Mission of Burgundy 
Meadtallica 
Del Chenin
Nick Cava & the Bad Meads 
Lambrusco of God
Rebels & Zinfandels 
Otis Riesling 
Merlot Haggard 

The Process of Nogging Out
Spray Deck the Halls
Annihilate This Wreath
Beat My Sled Against Yule Log
Everything Went Red & Green
White Menorah-ty
My Yules
Damaged 1 (No Returns)
Wreath Above
Frosty & Mistletoe
Jingle Bell-Us Again
You Bet We've Got Something Personal Against You, Santa!
I Won't Regift Any of You Unless and Until I Can Regift All of You
Elf's Eyes
Slip It In (The Stocking)


#RockBandHealthcare
Death Panel for Cutie
Public Option, Ltd.
Medtallica







Tuesday, February 2, 2010

Mellow Metal

The time is right, the time is now: Easy listening metal:


Screaming For Vangelis


Ride The Lightfoot


Barry Manowar


Bach In Black


...Anne Murray For All


Blizzard of Osmonds


Seasons In The ABBA


Shout At the Don Ho


At Warwick with Satin


Humperdincking The Chapel


Percyful Faith





Sunday, January 3, 2010

New Year's Resolutions 2010:


1. One word: BODYSUIT


2. Finally get around to putting that "No Fat Chicks" bumper sticker on my car. I'm sick of all these fat chicks not knowing where I stand on this issue.


3. No excuses: get Ugly Kid Joe back together.


4. Take a picture of someone. Then, stare at them longer than the picture lasts.**


5. Become the first to literally eat someone out of house and home.

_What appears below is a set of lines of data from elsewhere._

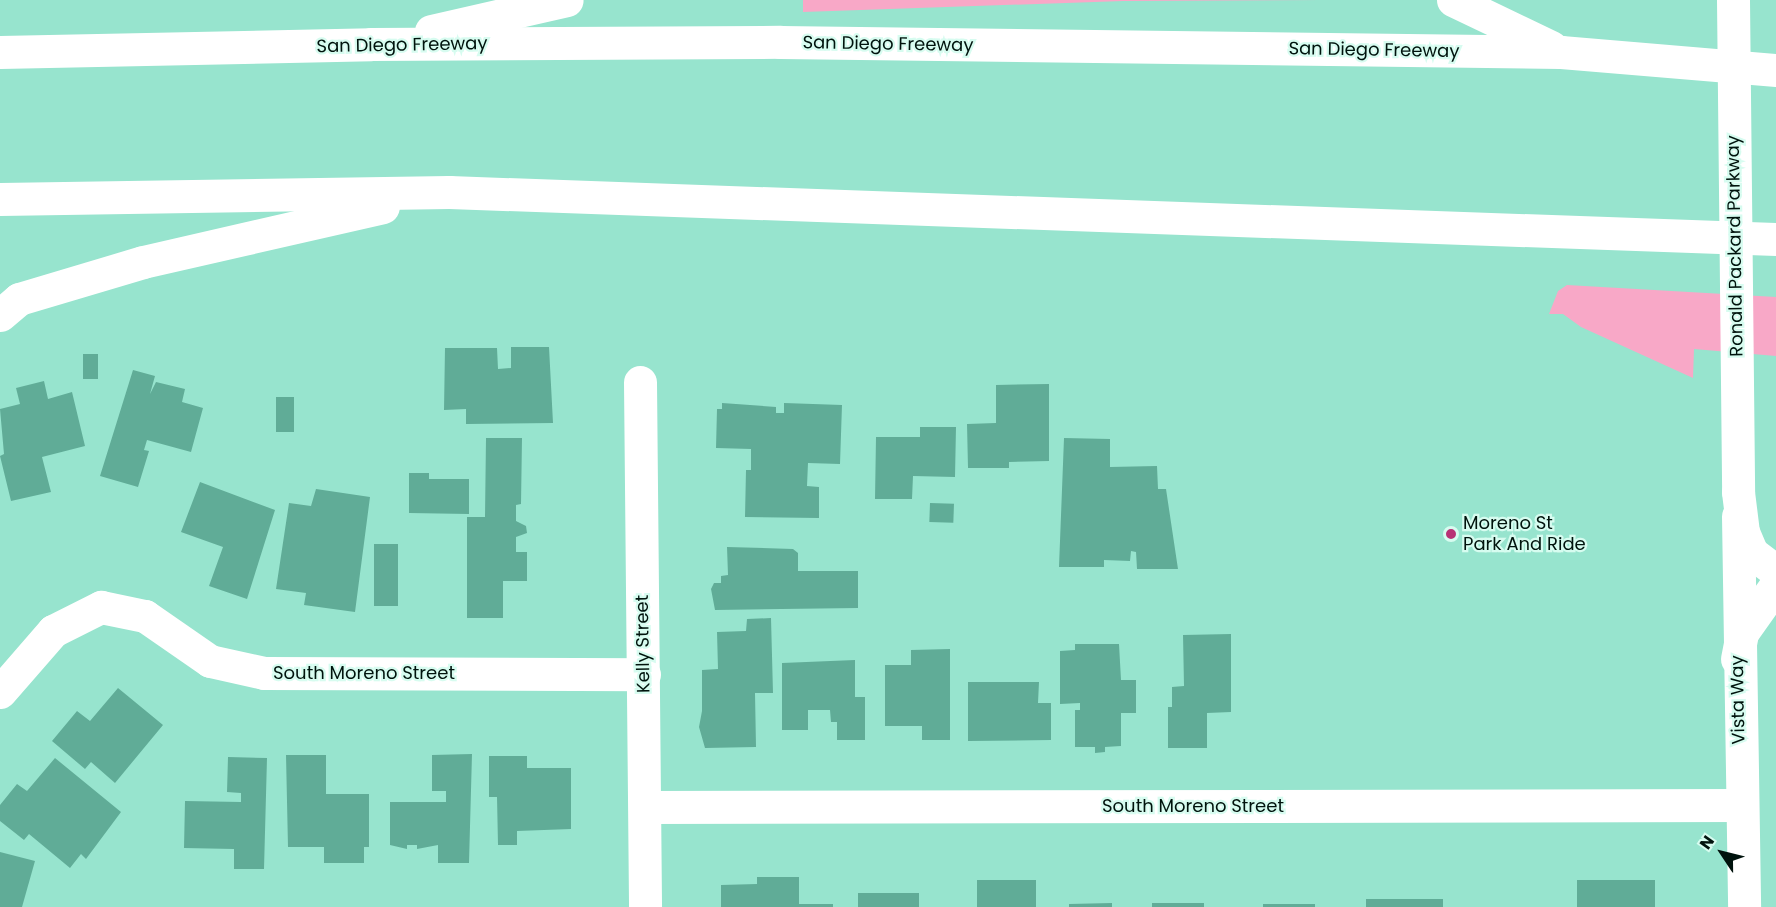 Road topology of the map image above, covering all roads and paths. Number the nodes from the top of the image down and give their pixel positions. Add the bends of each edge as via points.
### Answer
1 (567, 0) edge
2 (1453, 0) edge
3 (1733, 0) edge
4 (371, 44) junction
5 (0, 52) edge
6 (1560, 52) junction
7 (1776, 70) edge
8 (448, 192) junction
9 (0, 200) edge
10 (1776, 238) edge
11 (0, 315) edge
12 (640, 382) dead end
13 (1738, 492) junction
14 (1776, 571) edge
15 (1776, 585) edge
16 (1737, 658) junction
17 (644, 674) junction
18 (0, 692) edge
19 (1741, 806) junction
20 (645, 807) junction
21 (645, 907) edge
22 (1744, 907) edge

1 - 4 main road
2 - 6 main road
3 - 13 main road, Ronald Packard Parkway
4 - 5 main road, San Diego Freeway
4 - 6 main road, San Diego Freeway via 780,42
6 - 7 main road, San Diego Freeway
8 - 9 main road
8 - 10 main road
8 - 11 main road via 143,261 19,299
12 - 17 main road, Kelly Street
13 - 14 main road via 1743,532 1752,553
13 - 16 main road, Vista Way
15 - 16 main road via 1742,633
16 - 19 main road, Vista Way
17 - 18 main road, South Moreno Street via 264,673 210,661 145,616 101,607 53,631
17 - 20 main road, Kelly Street
19 - 20 main road, South Moreno Street
19 - 22 main road, Vista Way
20 - 21 main road, Kelly Street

6. Cut down on doing more of fewer things less of the time.


7. Invent perverse sex acts with the following names:

Moons Over My Hammy

Federal Express

The Frowndango

Exploding Plastic Inevitable

The Twinkie Defense

The Fugue in A Minor

Microblogging

Making Ringtones


8. Somehow, someway become the subject of a "Hitler reacts to..." video.


9. Finally admit to the world: I let the dogs out.


10. Get it all sordid out.



** Note: this may take more than one year to complete.